Is there much difference between a flourescent, UV or metal halide light ballasts?
Yes.
Also, I have a 2' flourescent light which case is VERY light (it almost seems empty except for a switch). I thought that these bulbs needed a ballast.
They do, and it's in there. It has merely been converted to a high frequency switching style ballast.
I have also seen the little cylindrical things,
Those are called, "starters". They provide the first spark which penetrates the length of the bulb so the next electricity can ride through on the ionized gas the first spark caused.
 

MikeML

Joined Oct 2, 2009
5,444
The big ballasts are internally wired as a step-up auto-transformer with an output voltage approaching ~1kV. They provide no isolation from the AC line. Be damn careful if playing with them....
 

tcmtech

Joined Nov 4, 2013
2,867
Given their modular core and coil construction they are pretty easy to take apart and rework for other applications plus given that they are designed to operate continuous duty at maximum rated power while in high ambient temperatures they take a thermal beating and overloading far better than any microwave oven transformer could ever dream of!
 

MaxHeadRoom

Joined Jul 18, 2013
28,619
I have also seen the little cylindrical things, about the diameter of an incadescent bulb screw base, with maybe 2 metal feet/connectors at the bottom.
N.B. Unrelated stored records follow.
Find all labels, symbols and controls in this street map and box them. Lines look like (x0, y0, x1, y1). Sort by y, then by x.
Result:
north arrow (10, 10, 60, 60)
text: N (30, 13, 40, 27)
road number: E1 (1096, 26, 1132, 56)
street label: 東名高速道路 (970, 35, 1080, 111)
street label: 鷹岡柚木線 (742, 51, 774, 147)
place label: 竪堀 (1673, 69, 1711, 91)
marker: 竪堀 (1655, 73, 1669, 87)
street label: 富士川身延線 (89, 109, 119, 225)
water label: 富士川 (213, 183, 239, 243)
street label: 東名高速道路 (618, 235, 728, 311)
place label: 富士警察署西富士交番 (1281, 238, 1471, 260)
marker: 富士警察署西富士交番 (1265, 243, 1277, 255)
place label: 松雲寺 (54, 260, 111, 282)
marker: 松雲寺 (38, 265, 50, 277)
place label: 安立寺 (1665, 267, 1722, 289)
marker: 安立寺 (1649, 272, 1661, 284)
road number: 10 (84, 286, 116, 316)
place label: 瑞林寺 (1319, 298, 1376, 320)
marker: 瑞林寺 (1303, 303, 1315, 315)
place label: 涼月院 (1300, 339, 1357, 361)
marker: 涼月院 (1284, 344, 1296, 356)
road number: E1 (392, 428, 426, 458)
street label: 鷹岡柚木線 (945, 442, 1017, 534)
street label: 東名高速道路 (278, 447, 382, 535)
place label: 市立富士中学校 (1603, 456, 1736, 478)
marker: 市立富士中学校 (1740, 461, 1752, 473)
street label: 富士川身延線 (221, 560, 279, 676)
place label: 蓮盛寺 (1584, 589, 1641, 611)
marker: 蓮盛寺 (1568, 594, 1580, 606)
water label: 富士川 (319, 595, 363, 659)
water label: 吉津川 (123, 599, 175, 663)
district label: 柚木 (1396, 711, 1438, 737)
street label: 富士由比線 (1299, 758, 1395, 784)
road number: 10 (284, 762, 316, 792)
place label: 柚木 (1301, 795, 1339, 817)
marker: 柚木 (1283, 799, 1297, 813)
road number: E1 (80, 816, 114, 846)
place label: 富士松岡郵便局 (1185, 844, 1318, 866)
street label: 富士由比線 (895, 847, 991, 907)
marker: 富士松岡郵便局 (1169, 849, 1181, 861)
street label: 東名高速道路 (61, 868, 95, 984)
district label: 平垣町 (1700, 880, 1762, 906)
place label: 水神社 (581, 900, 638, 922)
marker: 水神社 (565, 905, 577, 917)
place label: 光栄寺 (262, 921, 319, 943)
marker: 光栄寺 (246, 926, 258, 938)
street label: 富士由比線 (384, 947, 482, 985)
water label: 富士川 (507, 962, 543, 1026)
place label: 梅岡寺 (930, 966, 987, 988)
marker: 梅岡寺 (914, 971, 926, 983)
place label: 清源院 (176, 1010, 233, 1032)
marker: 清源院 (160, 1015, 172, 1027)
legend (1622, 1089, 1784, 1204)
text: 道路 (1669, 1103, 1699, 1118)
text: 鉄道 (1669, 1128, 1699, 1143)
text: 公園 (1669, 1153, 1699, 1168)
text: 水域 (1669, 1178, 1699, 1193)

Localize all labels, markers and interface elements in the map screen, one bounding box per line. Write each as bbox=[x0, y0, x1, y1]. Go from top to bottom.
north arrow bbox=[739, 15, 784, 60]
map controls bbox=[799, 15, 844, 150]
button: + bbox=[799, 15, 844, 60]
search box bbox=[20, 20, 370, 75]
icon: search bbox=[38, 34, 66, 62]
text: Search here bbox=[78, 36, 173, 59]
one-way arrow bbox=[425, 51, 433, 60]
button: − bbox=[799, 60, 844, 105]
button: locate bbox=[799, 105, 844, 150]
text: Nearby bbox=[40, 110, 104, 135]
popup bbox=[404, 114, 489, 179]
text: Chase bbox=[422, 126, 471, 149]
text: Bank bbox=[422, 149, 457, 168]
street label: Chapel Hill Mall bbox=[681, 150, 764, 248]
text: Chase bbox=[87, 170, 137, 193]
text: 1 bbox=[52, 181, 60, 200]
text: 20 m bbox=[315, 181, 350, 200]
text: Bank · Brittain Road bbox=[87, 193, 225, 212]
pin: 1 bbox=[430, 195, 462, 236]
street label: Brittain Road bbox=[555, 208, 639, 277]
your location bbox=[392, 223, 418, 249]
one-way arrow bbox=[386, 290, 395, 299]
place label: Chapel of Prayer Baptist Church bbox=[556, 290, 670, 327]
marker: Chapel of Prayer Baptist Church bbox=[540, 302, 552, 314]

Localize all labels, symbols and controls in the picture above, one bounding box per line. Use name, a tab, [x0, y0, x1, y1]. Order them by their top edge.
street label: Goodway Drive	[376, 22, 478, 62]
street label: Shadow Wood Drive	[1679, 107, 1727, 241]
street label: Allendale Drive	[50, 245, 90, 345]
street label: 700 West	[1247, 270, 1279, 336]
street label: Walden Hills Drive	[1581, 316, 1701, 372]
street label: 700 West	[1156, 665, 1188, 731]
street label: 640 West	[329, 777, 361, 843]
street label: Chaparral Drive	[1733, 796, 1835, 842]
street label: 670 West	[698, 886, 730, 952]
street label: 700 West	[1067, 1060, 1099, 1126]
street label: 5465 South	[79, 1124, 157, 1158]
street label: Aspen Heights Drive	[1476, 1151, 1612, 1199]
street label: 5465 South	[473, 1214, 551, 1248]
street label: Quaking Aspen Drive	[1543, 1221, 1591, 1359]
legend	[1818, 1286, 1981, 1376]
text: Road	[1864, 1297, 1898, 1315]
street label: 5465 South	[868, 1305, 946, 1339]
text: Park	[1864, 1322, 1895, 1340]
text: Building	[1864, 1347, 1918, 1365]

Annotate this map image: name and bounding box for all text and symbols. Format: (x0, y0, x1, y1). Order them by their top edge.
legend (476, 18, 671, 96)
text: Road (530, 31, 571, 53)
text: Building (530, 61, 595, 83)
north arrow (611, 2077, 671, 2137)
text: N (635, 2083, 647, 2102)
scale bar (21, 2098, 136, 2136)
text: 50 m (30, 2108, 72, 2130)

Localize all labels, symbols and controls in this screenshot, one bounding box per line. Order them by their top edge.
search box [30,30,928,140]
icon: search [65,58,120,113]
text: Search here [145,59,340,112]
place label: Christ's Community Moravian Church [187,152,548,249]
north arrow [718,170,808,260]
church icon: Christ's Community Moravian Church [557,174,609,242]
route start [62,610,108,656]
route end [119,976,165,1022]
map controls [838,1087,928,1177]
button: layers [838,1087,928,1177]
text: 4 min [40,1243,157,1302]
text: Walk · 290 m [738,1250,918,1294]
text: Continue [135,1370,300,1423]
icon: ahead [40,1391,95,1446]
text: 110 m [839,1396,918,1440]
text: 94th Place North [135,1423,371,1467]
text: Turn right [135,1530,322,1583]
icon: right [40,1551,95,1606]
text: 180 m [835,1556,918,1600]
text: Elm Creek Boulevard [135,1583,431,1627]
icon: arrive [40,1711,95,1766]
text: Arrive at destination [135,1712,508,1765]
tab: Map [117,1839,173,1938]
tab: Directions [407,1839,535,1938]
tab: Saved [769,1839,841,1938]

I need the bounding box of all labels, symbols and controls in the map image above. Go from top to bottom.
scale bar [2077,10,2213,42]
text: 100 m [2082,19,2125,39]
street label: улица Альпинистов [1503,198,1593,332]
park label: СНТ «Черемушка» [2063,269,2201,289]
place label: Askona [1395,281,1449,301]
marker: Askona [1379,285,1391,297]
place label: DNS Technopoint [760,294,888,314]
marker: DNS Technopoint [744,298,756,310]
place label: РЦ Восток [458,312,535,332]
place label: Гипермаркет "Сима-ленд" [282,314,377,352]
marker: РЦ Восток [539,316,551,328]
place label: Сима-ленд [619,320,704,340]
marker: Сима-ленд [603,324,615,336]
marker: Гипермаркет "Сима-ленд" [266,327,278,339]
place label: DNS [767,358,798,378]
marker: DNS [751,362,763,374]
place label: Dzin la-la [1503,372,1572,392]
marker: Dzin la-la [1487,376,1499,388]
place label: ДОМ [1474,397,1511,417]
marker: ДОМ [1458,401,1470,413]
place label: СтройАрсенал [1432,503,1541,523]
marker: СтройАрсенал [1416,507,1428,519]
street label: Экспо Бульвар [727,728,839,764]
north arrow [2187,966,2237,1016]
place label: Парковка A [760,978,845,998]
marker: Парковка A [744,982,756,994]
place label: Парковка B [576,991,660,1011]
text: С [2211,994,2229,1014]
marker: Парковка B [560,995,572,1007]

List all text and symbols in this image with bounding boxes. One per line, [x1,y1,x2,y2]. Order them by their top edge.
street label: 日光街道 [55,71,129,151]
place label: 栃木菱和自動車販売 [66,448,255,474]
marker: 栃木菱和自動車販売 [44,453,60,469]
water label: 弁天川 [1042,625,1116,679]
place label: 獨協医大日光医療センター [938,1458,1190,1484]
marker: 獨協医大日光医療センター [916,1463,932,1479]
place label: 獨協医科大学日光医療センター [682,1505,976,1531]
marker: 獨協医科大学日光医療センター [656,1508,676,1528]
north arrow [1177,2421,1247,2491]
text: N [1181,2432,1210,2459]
Are these ballasts as well and if so, do they work as well as the heavy ones?
Those sound like the starter switch from older fluorescent lamps.
They connected the heaters together initially to warm up the tube gas, and opened by bi-metal strip.
I recall in the very initial installations of fluorescent's, it was common in large work shops where the heat had been left off over the weekend to use a paraffin lamp or propane torch wafted along the tubes to heat the gas up to get them to strike.
Max.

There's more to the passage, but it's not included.